# Sizing motors

This article is dedicated to motor sizing. Althrough it is dedicated to robotics and electrical motors, it can easily be extended to any application or other kind of motors.

## Problem specifications

Let’s consider a wheeled robot that climb up an inclinated plane:

Figure a.

The wheeled robot illustrated on figure a. have the following specifications:

• weight $m$[$Kg$],
• wheel diameter $D$[$m$],
• maximum velocity of the robot $v$[$m.s^{-1}$],
• maximum acceleration of the robot $a$[$m.s^{-2}$],
• angle of the greater positive slope to climb up $\alpha$[$rad$],
• gear ratio between the motor and the wheel $R$.
• efficiency of the gear box $\eta$.

Properties to determine :

• torque on wheel shaft $\tau_{wheel}$[$N.m$],
• torque on motor shaft $\tau_{motor}$[$N.m$],
• angular velocity of wheel shaft $\omega_{wheel}$[$rad.s^{-1}$ and $rpm$],
• angular velocity of motor shaft $\omega_{motor}$[$rad.s^{-1}$ and $rpm$],
• power of the motor $P_{motor}$[$W$].

## Angular velocities

Let’s first calculate the angular velocity of the wheel:

$\omega_{wheel} [rad.s^{-1}]=\frac{2v}{D}$

The angular velocity of the motor shaft is given by:

$\omega_{motor} [rad.s^{-1}]=R.\omega_{wheel} =R.\frac{2v}{D}$

The angular velocities converted in rotations per minutes are given by:

$\begin{array}{r c l} \omega_{wheel} [rpm] &=& \frac{60.v}{D.pi} \\ \omega_{motor} [rpm] &=& R. \frac{60.v}{D.pi}\end{array}$

## Torque on wheels shaft

Torque is more tricky to calculate.

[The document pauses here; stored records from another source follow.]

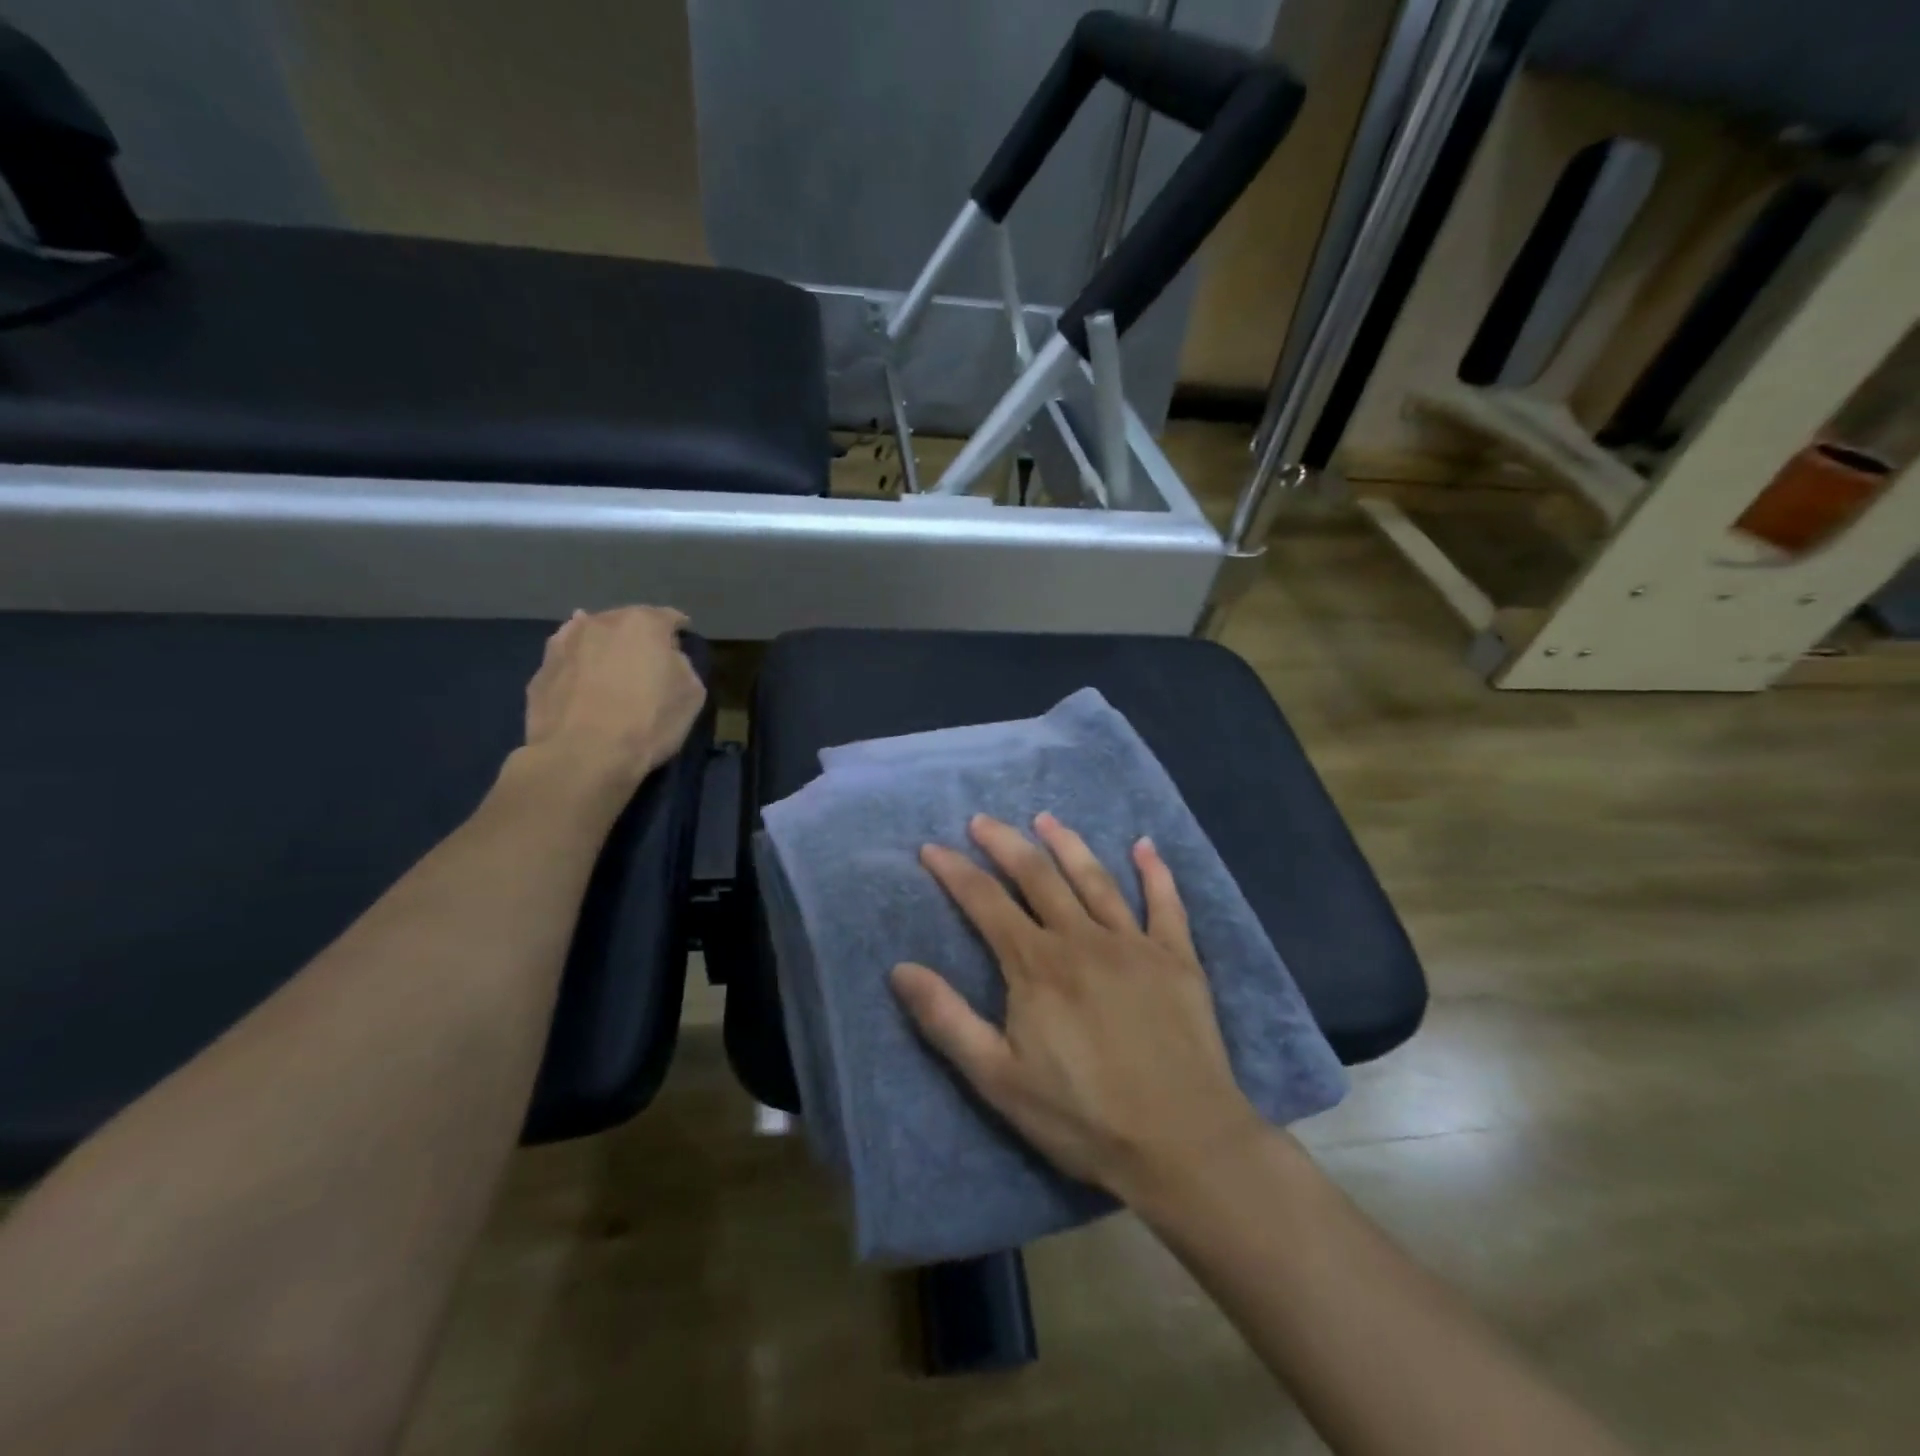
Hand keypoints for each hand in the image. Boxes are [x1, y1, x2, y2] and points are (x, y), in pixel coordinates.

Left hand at [522, 606, 705, 789]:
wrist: (583, 755)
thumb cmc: (648, 722)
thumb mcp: (691, 695)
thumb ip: (682, 665)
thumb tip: (667, 658)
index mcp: (643, 623)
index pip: (669, 618)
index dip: (679, 631)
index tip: (683, 644)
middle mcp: (602, 622)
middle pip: (626, 621)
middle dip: (638, 636)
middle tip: (647, 659)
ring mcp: (566, 643)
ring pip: (591, 635)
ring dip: (604, 646)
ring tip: (611, 666)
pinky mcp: (541, 669)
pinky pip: (567, 658)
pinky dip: (577, 663)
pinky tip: (580, 675)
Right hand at [890, 813, 1262, 1201]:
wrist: (1183, 1143)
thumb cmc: (1083, 1117)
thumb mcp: (998, 1079)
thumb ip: (947, 1020)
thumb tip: (900, 969)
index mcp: (1036, 965)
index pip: (985, 902)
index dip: (955, 871)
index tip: (932, 848)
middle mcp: (1082, 938)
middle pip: (1037, 875)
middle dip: (1004, 843)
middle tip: (982, 820)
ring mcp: (1134, 943)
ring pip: (1094, 878)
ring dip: (1067, 844)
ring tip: (1045, 818)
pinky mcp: (1177, 958)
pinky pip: (1166, 903)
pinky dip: (1155, 871)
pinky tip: (1144, 845)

The fundamental principle of dynamics gives us:

$\sum \vec{F_i} = m.\vec {a}$

Forces acting on the robot are gravity and actuator. The force inducted by the gravity is $\vec {F_{Gravity}}=m.\vec{g}$. When projected on the direction of motion (see figure a.), the force inducted by the gravity is given by:

$\| \vec{F_g} \|=m.g.sin(\alpha)$

The fundamental principle of dynamics can be rewritten as:

$m.a = \|\vec{F_m}\| + \|\vec{F_g}\| = \|\vec{F_m}\| - m.g.sin(\alpha)$

$\|\vec{F_m}\|$ can be deducted :

$\|\vec{F_m}\|=m.a + m.g.sin(\alpha)=m.(a + g.sin(\alpha))$

Thus, the torque on wheel’s shaft is given by:

$\tau_{wheel} = \|\vec{F_m}\|.\frac{D}{2}= \frac{m.D.(a + g.sin(\alpha))}{2}$

## Torque on motor shaft

Considering the gear box specifications gives us:

$\tau_{motor} = \frac {\tau_{wheel}}{R.\eta} = \frac{m.D.(a + g.sin(\alpha))}{2.R.\eta}$

## Power

The power produced by the motor is given by the product of the angular speed by the torque on the motor’s shaft. We can thus calculate the motor’s minimal power:

$P_{motor}=\omega_{wheel}.\tau_{motor}=\frac{m.v.(a + g.sin(\alpha))}{\eta}$